Cut that Out

“You have an annoying tendency to have implemented a fix by the time I realize there’s a problem.  So cut that out.”

— Robin Leung, on game design

What is in Beer?

“Do you know what is in beer?  The strength to bear the things you cannot change, and wisdom to ignore them and fuck off for another beer.”

— Angstrom, discussing work

Using Logic

<kjdavies> When I was 14, I proved to my classmates that I wasn’t a nerd.  Using logic.

<cheapy> Which was…?

<kjdavies> An ironic failure.

— IRC

Working Too Much

You know you’re working too much when you receive spam with the subject line

“Erection Issues Resolved!”

and you go looking for the trouble ticket.

— Keith, true story

It’ll Come Back

(before deleting an unclear email message)

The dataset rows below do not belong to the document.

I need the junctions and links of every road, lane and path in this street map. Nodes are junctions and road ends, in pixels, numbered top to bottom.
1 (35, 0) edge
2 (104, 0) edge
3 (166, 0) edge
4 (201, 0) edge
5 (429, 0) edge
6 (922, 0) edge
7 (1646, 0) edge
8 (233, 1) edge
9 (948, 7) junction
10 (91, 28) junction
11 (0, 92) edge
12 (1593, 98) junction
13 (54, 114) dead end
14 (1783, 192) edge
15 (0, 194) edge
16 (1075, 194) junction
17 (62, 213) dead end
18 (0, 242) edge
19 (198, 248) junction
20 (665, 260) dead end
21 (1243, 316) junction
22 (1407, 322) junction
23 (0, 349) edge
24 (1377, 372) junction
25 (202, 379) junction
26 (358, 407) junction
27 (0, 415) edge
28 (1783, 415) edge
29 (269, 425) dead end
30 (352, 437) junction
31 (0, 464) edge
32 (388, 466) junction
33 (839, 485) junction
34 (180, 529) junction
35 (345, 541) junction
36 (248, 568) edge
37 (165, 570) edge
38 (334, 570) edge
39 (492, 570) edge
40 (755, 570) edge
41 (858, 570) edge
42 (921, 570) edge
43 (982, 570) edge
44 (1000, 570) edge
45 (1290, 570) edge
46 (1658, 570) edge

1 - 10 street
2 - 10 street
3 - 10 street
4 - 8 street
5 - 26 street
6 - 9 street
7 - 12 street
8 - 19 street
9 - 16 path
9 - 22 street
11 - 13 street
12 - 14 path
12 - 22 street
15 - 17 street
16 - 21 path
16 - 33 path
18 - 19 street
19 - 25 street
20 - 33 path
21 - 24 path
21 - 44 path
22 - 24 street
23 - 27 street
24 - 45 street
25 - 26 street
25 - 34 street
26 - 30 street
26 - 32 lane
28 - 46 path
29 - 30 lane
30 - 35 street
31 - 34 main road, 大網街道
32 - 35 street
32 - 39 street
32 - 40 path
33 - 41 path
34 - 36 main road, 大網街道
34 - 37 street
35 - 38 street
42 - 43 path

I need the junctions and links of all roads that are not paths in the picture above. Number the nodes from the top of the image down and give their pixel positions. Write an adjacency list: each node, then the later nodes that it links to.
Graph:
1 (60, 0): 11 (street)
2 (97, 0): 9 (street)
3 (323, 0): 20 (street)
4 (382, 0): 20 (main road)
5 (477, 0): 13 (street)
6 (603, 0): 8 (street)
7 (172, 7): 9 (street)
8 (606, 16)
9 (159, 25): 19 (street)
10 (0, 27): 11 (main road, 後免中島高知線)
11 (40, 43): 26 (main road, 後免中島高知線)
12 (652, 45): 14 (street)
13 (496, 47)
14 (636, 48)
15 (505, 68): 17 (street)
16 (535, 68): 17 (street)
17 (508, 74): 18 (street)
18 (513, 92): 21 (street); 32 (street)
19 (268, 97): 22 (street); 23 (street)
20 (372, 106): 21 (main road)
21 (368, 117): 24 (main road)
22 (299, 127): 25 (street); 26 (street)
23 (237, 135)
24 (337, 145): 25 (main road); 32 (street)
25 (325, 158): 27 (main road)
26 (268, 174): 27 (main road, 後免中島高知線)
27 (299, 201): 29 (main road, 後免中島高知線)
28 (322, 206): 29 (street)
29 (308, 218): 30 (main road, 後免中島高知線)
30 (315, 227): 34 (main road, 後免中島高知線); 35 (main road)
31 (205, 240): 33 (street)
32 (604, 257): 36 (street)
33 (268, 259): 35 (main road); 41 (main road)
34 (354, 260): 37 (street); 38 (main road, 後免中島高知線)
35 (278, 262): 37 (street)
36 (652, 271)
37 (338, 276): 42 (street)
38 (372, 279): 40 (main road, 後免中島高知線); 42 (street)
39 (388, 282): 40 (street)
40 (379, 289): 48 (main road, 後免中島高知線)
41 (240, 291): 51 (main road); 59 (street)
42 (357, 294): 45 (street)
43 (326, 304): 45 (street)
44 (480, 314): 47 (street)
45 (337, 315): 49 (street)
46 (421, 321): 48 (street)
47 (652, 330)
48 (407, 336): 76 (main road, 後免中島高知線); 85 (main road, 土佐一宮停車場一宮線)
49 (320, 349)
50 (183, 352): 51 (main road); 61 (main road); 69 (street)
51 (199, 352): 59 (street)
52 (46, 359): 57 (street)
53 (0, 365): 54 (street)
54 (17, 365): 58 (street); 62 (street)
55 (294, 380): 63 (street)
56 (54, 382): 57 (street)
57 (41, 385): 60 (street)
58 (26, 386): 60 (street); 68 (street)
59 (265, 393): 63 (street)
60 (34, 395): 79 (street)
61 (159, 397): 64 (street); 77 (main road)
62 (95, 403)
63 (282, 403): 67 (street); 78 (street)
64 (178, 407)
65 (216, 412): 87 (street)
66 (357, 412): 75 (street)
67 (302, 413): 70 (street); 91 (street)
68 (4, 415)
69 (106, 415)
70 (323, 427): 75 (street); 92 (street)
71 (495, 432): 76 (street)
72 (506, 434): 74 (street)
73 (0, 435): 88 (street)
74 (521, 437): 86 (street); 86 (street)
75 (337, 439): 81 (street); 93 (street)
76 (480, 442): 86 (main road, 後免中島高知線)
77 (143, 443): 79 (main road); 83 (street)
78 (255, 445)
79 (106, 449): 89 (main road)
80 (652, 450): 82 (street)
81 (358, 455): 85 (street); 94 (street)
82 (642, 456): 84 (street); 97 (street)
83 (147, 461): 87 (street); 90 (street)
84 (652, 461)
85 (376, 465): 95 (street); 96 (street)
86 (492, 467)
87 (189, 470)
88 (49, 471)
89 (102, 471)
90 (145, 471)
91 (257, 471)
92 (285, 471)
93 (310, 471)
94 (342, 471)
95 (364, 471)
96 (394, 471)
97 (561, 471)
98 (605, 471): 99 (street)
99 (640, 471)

“Ah, t’hell with it.  If this email message is important it’ll come back to screw me anyway.”

— Steve, Senior Systems Analyst

Moonshiner’s Daughter

“I married the moonshiner’s daughter.

“How could I go wrong?

“The moonshiner’s daughter

“Put some corn in the water

“And made me liquor all night long.”

— Hayseed Dixie, Moonshiner’s Daughter

Warning Labels

“Below you, right now: radioactive magma

“Above you, right now: hard vacuum

“Probably somewhere near you: a product with a label warning you it is unsafe if misused.”

I’ve also see this stated as

“We live on the interface between radioactive magma and hard vacuum, and there are warning labels on hair dryers.”